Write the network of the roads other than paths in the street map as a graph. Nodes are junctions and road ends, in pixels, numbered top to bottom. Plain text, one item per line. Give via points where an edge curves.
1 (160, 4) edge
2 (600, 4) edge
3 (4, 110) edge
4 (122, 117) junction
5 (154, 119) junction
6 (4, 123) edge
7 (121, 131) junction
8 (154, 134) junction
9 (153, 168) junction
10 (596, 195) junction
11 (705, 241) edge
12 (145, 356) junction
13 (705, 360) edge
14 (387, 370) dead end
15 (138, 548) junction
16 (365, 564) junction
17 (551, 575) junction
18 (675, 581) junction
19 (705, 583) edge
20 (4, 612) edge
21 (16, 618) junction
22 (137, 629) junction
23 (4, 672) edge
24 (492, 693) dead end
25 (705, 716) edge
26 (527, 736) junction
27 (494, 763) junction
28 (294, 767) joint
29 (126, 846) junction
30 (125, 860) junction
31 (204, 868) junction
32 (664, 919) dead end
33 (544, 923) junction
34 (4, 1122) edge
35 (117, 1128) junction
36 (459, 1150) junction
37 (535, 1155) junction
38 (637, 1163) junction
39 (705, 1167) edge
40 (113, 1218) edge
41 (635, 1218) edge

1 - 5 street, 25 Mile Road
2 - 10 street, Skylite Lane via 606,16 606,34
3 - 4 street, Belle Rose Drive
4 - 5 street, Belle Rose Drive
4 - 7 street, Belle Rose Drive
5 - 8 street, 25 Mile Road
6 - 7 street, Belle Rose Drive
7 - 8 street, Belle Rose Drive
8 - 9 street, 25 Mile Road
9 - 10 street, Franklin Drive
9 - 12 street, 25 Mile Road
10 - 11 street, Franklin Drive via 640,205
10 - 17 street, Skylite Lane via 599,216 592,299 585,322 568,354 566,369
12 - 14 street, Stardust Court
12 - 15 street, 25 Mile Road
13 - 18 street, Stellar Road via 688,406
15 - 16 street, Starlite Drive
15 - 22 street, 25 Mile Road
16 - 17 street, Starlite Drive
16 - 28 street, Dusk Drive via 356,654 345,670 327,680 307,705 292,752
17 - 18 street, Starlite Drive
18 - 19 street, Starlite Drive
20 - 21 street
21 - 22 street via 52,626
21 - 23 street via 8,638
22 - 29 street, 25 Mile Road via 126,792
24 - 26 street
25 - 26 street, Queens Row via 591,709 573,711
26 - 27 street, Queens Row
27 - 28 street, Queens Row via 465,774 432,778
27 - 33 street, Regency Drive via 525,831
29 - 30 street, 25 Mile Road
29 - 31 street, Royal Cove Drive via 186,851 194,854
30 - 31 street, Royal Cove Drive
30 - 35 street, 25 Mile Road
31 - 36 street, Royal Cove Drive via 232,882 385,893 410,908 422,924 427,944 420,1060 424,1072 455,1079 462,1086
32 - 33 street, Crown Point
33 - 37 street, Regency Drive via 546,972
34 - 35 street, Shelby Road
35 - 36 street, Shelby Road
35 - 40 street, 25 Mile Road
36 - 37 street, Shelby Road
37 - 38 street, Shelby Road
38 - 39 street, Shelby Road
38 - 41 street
════
• [Your goal]
Type out the material again exactly as presented.

• [Task response]
Write the network of the roads other than paths in the street map as a graph. Nodes are junctions and road ends, in pixels, numbered top to bottom. Plain text, one item per line. Give via points where an edge curves.
1 (160, 4) edge
2 (600, 4) edge
3 (4, 110) edge
4 (122, 117) junction
5 (154, 119) junction
6 (4, 123) edge
7 (121, 131) junction
8 (154, 134) junction
9 (153, 168) junction
10 (596, 195) junction
11 (705, 241) edge
12 (145, 356) junction
13 (705, 360) edge
14 (387, 370) dead end
15 (138, 548) junction
16 (365, 564) junction
17 (551, 575) junction
18 (675, 581) junction
19 (705, 583) edge
20 (4, 612) edge
21 (16, 618) junction
22 (137, 629) junction
23 (4, 672) edge
24 (492, 693) dead end
25 (705, 716) edge
26 (527, 736) junction
27 (494, 763) junction
28 (294, 767) joint
29 (126, 846) junction
30 (125, 860) junction
31 (204, 868) junction
32 (664, 919) dead end
33 (544, 923) junction
34 (4, 1122) edge
35 (117, 1128) junction
36 (459, 1150) junction
37 (535, 1155) junction
38 (637, 1163) junction
39 (705, 1167) edge
40 (113, 1218) edge
41 (635, 1218) edge

1 - 5 street, 25 Mile Road
2 - 10 street, Skylite Lane via 606,16 606,34
3 - 4 street, Belle Rose Drive
4 - 5 street, Belle Rose Drive
4 - 7 street, Belle Rose Drive
5 - 8 street, 25 Mile Road
6 - 7 street, Belle Rose Drive
7 - 8 street, Belle Rose Drive
8 - 9 street, 25 Mile Road
9 - 10 street, Franklin Drive
9 - 12 street, 25 Mile Road
10 - 11 street, Franklin Drive via 640,205
10 - 17 street, Skylite Lane via 599,216 592,299 585,322 568,354 566,369
12 - 14 street, Stardust Court
12 - 15 street, 25 Mile Road
13 - 18 street, Stellar Road via 688,406
15 - 16 street, Starlite Drive
15 - 22 street, 25 Mile Road
16 - 17 street, Starlite Drive
16 - 28 street, Dusk Drive via 356,654 345,670 327,680 307,705 292,752
17 - 18 street, Starlite Drive
18 - 19 street, Starlite Drive
20 - 21 street
21 - 22 street via 52,626
21 - 23 street via 8,638
22 - 29 street, 25 Mile Road via 126,792
24 - 26 street
25 - 26 street, Queens Row via 591,709 573,711
26 - 27 street, Queens Row
27 - 28 street, Queens Row via 465,774 432,778
27 - 33 street, Regency Drive via 525,831
29 - 30 street, 25 Mile Road
29 - 31 street, Royal Cove Drive via 186,851 194,854
30 - 31 street, Royal Cove Drive
30 - 35 street, 25 Mile Road
31 - 36 street, Royal Cove Drive via 232,882 385,893 410,908 422,924 427,944 420,1060 424,1072 455,1079 462,1086
32 - 33 street, Crown Point
33 - 37 street, Regency Drive via 546,972
34 - 35 street, Shelby Road
35 - 36 street, Shelby Road
35 - 40 street, 25 Mile Road
36 - 37 street, Shelby Road
37 - 38 street, Shelby Road
38 - 39 street, Shelby Road
38 - 41 street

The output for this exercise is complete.